__Problem details__. Among the lines below, how many carry the string "thumb"? Reply with a number and nothing else.

__Stored data entries__.
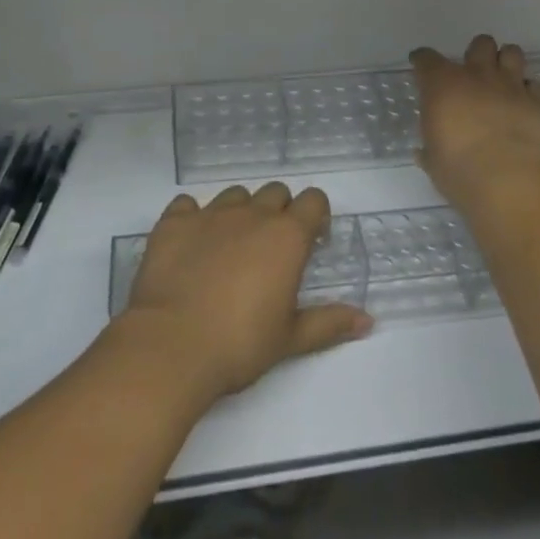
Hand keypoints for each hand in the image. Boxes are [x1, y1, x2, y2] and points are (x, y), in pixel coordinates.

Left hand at [123, 183, 372, 401]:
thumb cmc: (240, 344)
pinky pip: (187, 205)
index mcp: (287, 236)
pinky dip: (193, 218)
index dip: (316, 216)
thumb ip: (329, 322)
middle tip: (271, 247)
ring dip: (240, 212)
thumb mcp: (290, 338)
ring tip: (231, 246)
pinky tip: (191, 243)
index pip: (314, 200)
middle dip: (279, 211)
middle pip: (275, 192)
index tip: (311, 241)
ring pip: (234, 195)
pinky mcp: (173, 222)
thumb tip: (367, 319)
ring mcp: (210, 214)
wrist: (172, 346)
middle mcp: (252, 214)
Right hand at [411, 35, 539, 208]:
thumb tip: (425, 151)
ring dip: (506, 62)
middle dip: (476, 54)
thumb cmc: (458, 170)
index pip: (426, 59)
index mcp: (443, 85)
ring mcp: (512, 85)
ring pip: (512, 53)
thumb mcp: (433, 160)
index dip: (422, 61)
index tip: (420, 66)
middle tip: (473, 74)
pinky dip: (529, 92)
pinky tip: (525, 106)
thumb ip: (430, 148)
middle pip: (480, 44)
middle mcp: (478, 75)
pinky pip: (535, 85)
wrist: (508, 180)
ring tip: (502, 80)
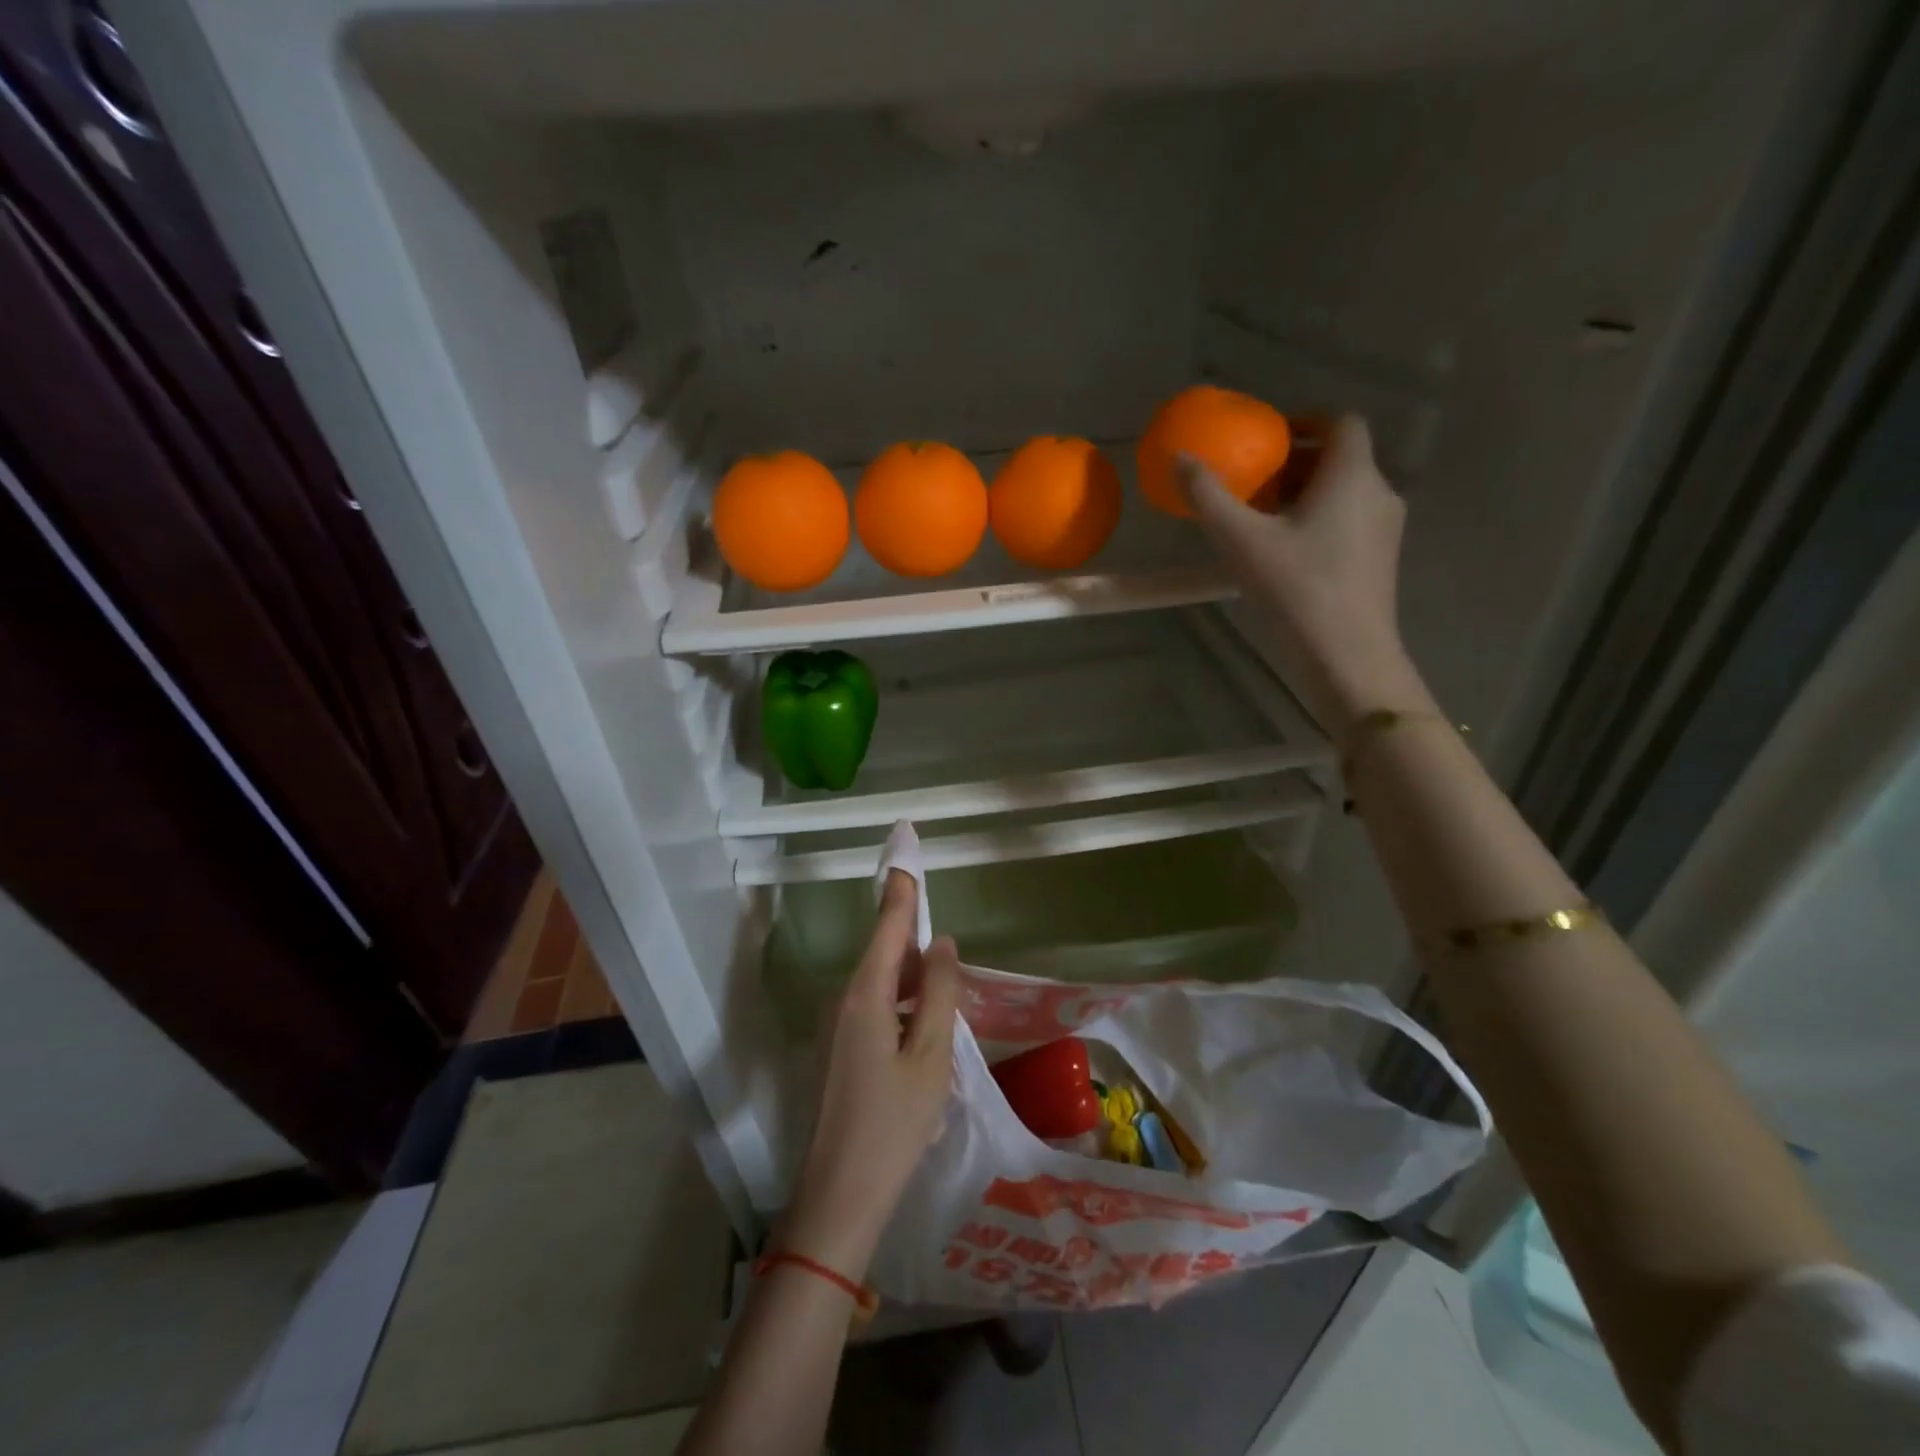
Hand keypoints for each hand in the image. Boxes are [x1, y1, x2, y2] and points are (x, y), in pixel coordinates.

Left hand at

__Task answer__. 8